La chica que paseó desnuda por Santiago revela su gran secreto
Fernanda Flores cuenta por qué se inventó un papá cuando saltó a la fama. Ahora tiene nueva vida, está embarazada y llegó de visita a Chile.
Quien haya pasado el invierno del 2002 en Santiago tiene que recordar perfectamente a la jovencita que una tarde, a principios de junio, caminó desnuda por la calle antes de perderse en las escaleras del Metro escuchando personal stereo. Lucía Fernanda Flores tenía 17 años y el frío le dio lo mismo.
El escándalo fue grande. Se hacía llamar Baby Vamp, una escolar sin pudores que deambulaba por Providencia acompañada de un oxigenado argentino, el artista Luizo Vega.
Él quería hacer una performance provocadora y estrafalaria, pero terminó agarrándose a coscachos con un alcalde en televisión y se tuvo que ir del país por no tener visa. Paralelamente, Fernanda partió con su mamá a tribunales para explicar por qué, si era menor de edad, andaba mostrándose de esa forma.

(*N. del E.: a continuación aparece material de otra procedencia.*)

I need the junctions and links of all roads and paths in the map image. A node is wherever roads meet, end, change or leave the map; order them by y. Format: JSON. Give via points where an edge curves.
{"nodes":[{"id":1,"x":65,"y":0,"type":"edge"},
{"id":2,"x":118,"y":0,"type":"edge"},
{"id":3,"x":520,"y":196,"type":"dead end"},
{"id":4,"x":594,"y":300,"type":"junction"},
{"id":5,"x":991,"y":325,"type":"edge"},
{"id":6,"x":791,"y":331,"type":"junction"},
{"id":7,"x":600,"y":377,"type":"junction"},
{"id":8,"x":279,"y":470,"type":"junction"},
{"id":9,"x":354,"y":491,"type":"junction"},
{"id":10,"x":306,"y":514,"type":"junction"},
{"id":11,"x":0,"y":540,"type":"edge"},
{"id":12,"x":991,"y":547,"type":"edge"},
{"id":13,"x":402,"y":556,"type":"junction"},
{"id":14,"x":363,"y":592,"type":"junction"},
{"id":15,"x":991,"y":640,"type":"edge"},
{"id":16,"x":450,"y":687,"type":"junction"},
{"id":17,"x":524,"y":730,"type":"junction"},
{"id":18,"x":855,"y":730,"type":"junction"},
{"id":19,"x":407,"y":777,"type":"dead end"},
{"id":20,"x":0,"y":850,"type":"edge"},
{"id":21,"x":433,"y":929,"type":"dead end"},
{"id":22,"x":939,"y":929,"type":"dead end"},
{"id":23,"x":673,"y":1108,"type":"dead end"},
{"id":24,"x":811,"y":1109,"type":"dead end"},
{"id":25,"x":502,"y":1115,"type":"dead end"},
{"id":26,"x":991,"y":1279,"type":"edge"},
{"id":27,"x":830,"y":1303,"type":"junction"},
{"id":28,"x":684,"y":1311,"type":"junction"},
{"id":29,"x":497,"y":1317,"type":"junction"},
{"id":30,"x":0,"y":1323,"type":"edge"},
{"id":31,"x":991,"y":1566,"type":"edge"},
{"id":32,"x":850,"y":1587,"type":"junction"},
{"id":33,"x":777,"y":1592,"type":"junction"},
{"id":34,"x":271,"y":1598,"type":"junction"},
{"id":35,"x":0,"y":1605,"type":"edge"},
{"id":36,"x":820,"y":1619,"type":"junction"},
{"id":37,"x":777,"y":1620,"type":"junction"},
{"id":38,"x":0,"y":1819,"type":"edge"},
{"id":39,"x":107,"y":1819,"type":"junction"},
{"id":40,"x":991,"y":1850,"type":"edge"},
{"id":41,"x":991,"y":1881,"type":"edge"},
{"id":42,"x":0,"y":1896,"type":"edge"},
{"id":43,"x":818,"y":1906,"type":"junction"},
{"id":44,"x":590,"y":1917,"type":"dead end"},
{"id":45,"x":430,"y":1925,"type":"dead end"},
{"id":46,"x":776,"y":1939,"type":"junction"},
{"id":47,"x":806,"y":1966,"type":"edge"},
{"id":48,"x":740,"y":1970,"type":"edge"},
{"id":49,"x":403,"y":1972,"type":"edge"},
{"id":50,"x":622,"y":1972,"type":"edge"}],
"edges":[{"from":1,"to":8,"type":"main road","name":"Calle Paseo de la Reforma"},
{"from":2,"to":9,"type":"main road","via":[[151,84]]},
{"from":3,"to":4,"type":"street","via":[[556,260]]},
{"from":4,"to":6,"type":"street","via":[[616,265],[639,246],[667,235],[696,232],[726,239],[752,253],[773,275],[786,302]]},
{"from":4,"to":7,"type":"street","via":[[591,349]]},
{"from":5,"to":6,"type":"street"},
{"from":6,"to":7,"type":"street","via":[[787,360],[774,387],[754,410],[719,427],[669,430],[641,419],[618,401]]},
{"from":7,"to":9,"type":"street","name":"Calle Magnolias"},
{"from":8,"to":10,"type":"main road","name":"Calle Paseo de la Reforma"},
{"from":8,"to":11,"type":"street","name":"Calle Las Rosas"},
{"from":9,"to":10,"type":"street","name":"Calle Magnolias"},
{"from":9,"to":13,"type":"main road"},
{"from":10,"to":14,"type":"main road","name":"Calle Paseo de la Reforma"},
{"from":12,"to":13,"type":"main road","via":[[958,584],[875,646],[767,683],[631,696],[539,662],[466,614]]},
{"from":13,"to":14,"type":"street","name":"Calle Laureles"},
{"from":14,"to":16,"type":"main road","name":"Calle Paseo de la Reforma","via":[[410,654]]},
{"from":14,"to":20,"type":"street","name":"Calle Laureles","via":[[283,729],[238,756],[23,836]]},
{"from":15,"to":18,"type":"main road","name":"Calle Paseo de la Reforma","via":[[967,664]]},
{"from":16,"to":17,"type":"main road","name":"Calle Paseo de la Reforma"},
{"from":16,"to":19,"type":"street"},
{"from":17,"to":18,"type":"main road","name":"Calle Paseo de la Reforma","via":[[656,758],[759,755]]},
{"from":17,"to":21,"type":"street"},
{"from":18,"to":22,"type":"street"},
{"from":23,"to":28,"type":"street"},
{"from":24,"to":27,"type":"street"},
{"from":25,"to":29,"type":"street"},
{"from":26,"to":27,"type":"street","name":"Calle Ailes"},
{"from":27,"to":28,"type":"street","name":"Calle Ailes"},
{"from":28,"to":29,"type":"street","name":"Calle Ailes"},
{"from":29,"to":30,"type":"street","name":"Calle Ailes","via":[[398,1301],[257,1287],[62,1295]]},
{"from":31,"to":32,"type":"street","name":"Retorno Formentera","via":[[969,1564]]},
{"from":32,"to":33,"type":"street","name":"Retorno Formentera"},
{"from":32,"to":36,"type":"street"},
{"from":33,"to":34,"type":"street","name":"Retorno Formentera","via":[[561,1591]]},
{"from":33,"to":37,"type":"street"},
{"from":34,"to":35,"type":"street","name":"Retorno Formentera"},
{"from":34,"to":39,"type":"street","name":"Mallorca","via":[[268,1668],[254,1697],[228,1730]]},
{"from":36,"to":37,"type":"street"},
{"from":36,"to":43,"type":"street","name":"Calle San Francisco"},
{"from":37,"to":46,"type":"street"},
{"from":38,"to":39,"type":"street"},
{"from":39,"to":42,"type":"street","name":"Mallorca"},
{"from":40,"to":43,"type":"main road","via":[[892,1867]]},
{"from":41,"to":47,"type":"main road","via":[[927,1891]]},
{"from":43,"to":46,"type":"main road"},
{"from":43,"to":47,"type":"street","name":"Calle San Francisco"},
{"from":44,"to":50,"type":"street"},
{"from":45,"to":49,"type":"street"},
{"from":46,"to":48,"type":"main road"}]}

Han pasado casi ocho años. Fernanda ya no es Baby Vamp. Hoy vive en Argentina, estudia trabajo social, tiene seis meses de embarazo y una vida nueva. El jueves pasado volvió a visitar Chile y aceptó destapar lo que no desnudó de su historia el 2002.
– ¿Qué te provoca volver a Santiago, Fernanda?
– Un montón de emociones, tengo buenísimos recuerdos.
– Supongo que uno de ellos es Baby Vamp.
– Obvio, eso me trae excelentes recuerdos. Aún siento los nervios de esa adolescente de 17 años que jugaba a estar en contra de todo.
– Te cambió la vida.
– Muchísimo. Yo estaba terminando el liceo y empecé a hacer shows y giras. Esas vivencias me hicieron madurar mucho. Piensa que antes de eso yo era virgen.
– ¿Eras virgen o eso era show?
– Era virgen, dejé de serlo a los 18.
Papá ficticio
Eva Catrileo, la mamá de Baby Vamp, tenía 18 años cuando tomó sus maletas y se fue a vivir a Argentina. Allá conoció a Sergio Flores. Tuvieron tres hijos. Fernanda es la del medio.
– ¿Cómo fue tu niñez allá, Fernanda?
– Linda, bastante tradicional. Pero a los trece años tuvo un quiebre.
– ¿Qué pasó?
– Mi papá falleció. Nos habíamos venido a Chile y él se quedó trabajando. El día que se venía tuvo un accidente. En su trabajo estaba pintando en altura y se cayó.
– Nunca habías contado eso.
– Mi papá siempre fue un misterio. Salió en un montón de notas, porque lo empezaron a buscar cuando yo aparecí desnuda. Yo le daba vida y hacía como que estaba vivo, decía que estaba en otro país.
– ¿Por qué mentiste?
– Porque me sentía indefensa. Decidí crear a un padre ficticio para sentirme respaldada.
Cortinas negras
Fernanda Flores ahora es vegetariana, le da duro a la meditación y vive en el barrio de Palermo. Va en tercero de trabajo social en la Universidad de Buenos Aires. Allá convive con un personal trainer uruguayo que es veinte años mayor que ella. Y con él va tener un hijo el 25 de abril.
– Tu vida sigue cambiando.
– Sí, lo de mi hijo marca un gran cambio. Tengo mil energías puestas en él.
– ¿Qué harías si quisiera hacer desnudos?
– ¡Me desnudo con él! Desnudarme es mi droga, es mi mejor ropa.
– ¿Y tu pareja qué opina?
– Él es muy tradicional, es de sobreproteger a su mujer. Por su edad, a veces siento que me quiere domar. Pero es una relación que trasciende.
– ¿Te desnudas en tu casa?
-Lo haría, pero me restrinjo. Con mi pareja vivimos en un departamento, una vez lo hice y me amenazó con llenar todo con cortinas negras.
– ¿Qué fue de Luizo Vega?
– Se fue a trabajar a Europa y hablamos por Internet, pero hace tres años que no lo veo.
«Nunca lo olvidaré», dice ella
El día que se desnudó frente a un jardín infantil
Fernanda era gótica cuando conoció a Luizo Vega. En el taller de arte que dirigía, el argentino le dijo: «Sos como un bebé vampiro». A los días, se pusieron a trabajar juntos.
Con el seudónimo de Baby Vamp, la jovencita se empezó a pasear pilucha por Santiago. La primera vez fue en Bellavista. «Me desnudé cerca de un boliche de unos amigos. El tema es que cerca había un jardín infantil y justo empezaron a salir los chicos. Me quedaron mirando y pasaron de lo más normal. Nunca me voy a olvidar con la naturalidad que me miraron», recuerda la muchacha.